Figure 1. — The schematic represents a standardized long term clinical course for a patient with HNSCC. Treatment modalities are indicated on the top while potential uses of circulating biomarkers are defined on the bottom. In the case of ctDNA assays, endpoints focused on active surveillance of pre-malignant patients may require a broad ability to detect diverse genetic alterations in order to detect cancers with unknown alterations, while active surveillance of patients with a sequenced primary tumor may only require monitoring of a few established alterations (e.g. patient specific *TP53* mutations). Similarly, analysis of genetic changes during clonal outgrowth may also benefit from broad spectrum assays to detect unknown alterations, while assays monitoring for treatment-driven selection of therapy resistant clones (e.g. therapy driven mutations) may be able to focus on monitoring of highly recurrent mechanisms of resistance for a specific therapeutic.

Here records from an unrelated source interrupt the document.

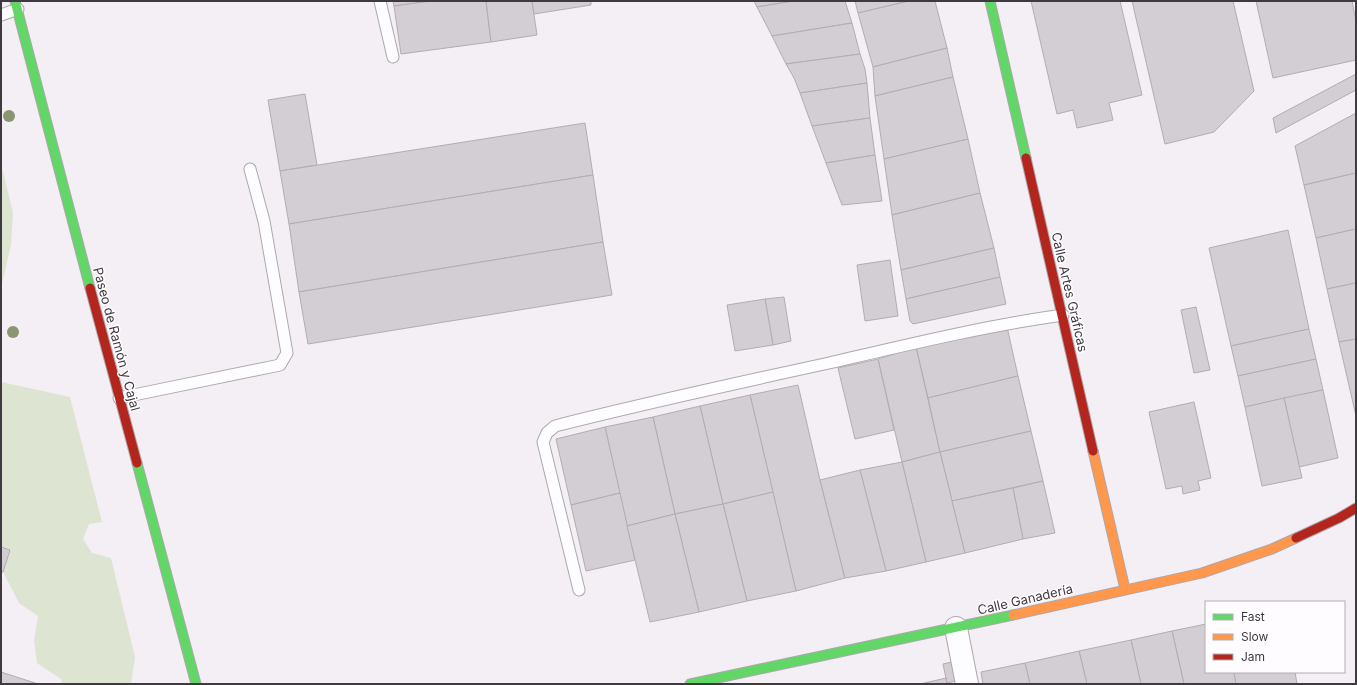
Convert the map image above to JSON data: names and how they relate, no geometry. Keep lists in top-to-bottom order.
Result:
{
  "streets": {
    "street": ["Calle Artes Gráficas", "Paseo de Ramón y Cajal", "Calle Ganadería"]
  },
  "crossings": [
    ["Calle Artes Gráficas", "Calle Ganadería"]
  ],
  "legend": ["Fast", "Slow", "Jam"]
}
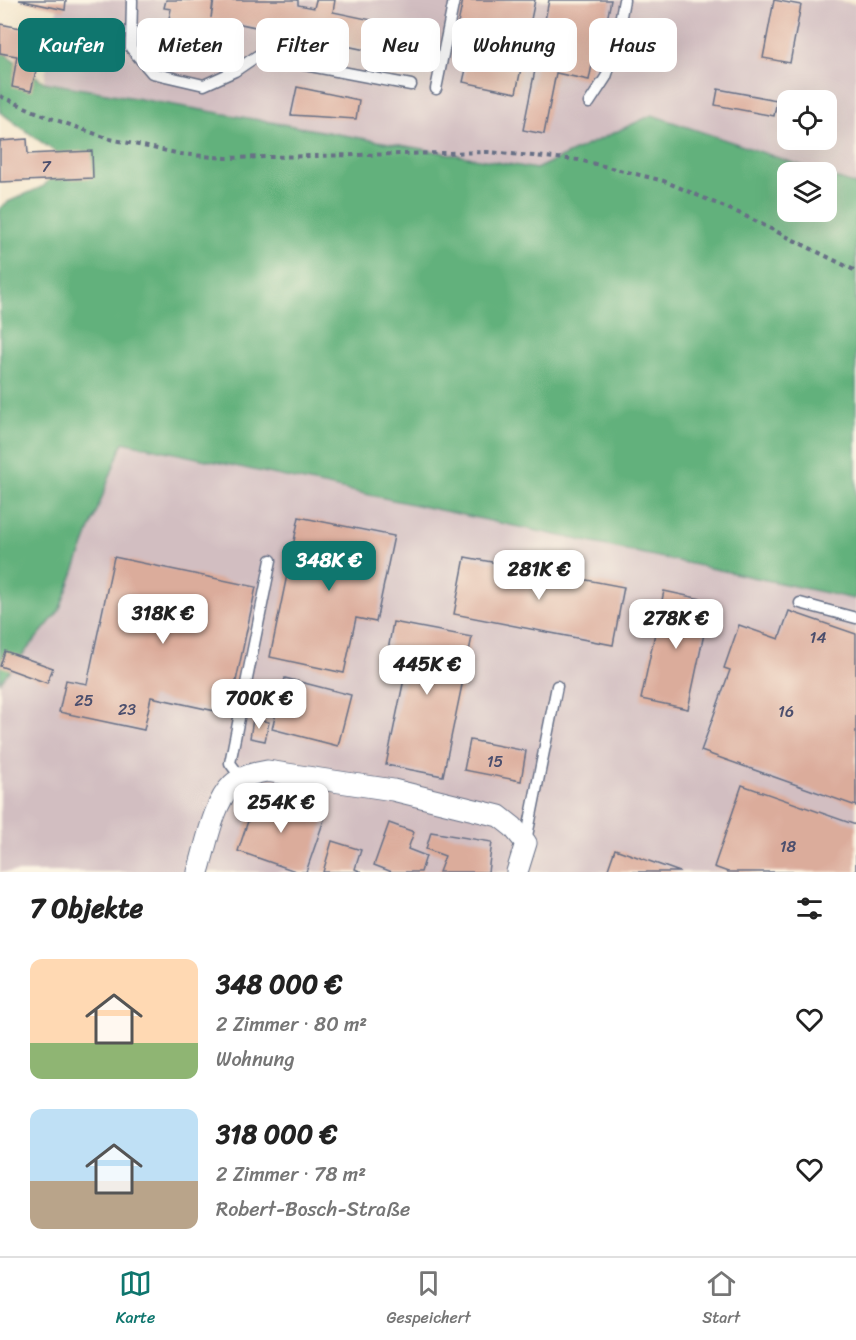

The term circulating biomarkers encompass an array of analytes including proteins, circulating tumor cells (CTCs), ctDNA, and tumor exosomes. These circulating biomarkers have been explored in numerous cancers and situations including screening, prognostication, evaluating response to therapy, and predicting response to novel therapeutics. Determining prognosis was one of the initial areas in which circulating biomarkers were explored. In non-metastatic colorectal cancer, for example, both increased baseline ctDNA pre-surgery and persistently detectable ctDNA post-operatively have been associated with poor prognosis^6,7. Enumeration of CTCs in breast cancer has been found to be an independent predictor of survival in metastatic breast cancer. Interestingly, the number of CTCs after one month of therapy has been validated to predict survival. Importantly, this is prior to when traditional radiographic imaging response would be expected⁸. Trials have not demonstrated a benefit to early change in therapy based on CTCs emphasizing the dual importance of validated tumor biomarkers and effective therapeutics. In addition, research into the use of CTCs in HNSCC have been limited by small cohorts, heterogeneous cancer subtypes, and non-standardized detection methods and thus requires further validation and study^9,10. Ultimately, comparative work in metastatic breast cancer has suggested that ctDNA is more sensitive biomarker than enumeration of CTCs and their dynamics may better reflect tumor response to therapy¹¹.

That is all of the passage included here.